Course, he had a proper knife halter strapped to the underside of his wrist, which helped. As a teenager, he’d practised and practised with it until he could make the four-inch steel-bladed stiletto appear in his hand as if by magic. Then he’d learned how to throw knives, and finally how to use them for real. Close up and personal. That
was why he liked knives. They were far more intimate than guns.
He began to whistle listlessly under his breath. He wanted a drink. And a shag. Maybe even a hit. No, perhaps not a hit. Not this trip. Not after what had happened last night.
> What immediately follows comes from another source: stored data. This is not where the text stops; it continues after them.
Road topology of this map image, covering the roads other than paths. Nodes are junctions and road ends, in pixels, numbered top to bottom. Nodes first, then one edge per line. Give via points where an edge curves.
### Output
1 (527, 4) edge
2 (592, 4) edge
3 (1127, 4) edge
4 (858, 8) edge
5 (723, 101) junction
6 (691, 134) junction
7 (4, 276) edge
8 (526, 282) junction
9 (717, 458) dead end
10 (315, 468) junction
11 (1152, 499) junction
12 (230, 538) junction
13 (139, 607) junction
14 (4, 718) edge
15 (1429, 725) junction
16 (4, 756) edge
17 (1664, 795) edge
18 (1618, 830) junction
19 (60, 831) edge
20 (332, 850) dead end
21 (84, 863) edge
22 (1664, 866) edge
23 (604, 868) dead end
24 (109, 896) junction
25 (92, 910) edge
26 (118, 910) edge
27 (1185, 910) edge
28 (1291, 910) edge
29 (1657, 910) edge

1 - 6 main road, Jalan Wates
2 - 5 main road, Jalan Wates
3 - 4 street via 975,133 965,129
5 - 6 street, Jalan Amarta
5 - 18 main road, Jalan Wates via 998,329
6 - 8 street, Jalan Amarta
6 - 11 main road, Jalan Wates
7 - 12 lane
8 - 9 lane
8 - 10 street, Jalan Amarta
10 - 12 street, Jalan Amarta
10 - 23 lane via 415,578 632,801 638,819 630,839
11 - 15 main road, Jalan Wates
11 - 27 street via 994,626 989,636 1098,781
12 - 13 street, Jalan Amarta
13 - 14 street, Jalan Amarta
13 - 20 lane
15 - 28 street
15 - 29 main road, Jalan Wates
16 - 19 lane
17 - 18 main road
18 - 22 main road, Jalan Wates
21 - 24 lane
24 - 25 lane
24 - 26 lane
Now was a good time to keep a straight head. Besides, everyone knew the old bastard was Luke’s eyes and ears. Best not to antagonise the old buzzard.
He went below and lay down on one of the narrow bunks. Sodding boats. He hated them. They were so narrow and cramped and slow. Hell, he didn’t know it was possible for any motorised form of transport to be as slow as this. It was driving him crazy.
* * *
Hillary looked up as Mel appeared in front of her desk. ‘How’s things going?’
Hillary leaned back. ‘Slowly. We’ve still not got an ID.’
‘Suspicious, you think?’ Mel perched one buttock on her desk, and swung a leg.
‘Maybe,’ Hillary said. ‘Then again, if you’re on a boat, on holiday, you dress casually. Your wallet, fags, whatever, might well be left on the nearest flat surface. You wouldn’t necessarily feel the need to keep all your bits on you, would you? The boat’s your home. Why wear ID? Although you’re “out” you’re not actually “going out,” are you?’
Mel squinted a bit at this last rather enigmatic statement. ‘Yeah. So perhaps not suspicious.’
‘On the other hand . . .’ Hillary began, and stopped. Her face, which if not beautiful, could be intriguing, suddenly looked almost ugly.
Mel looked behind him. ‘Oh shit. The Yorkie bars.’ He rose to his feet.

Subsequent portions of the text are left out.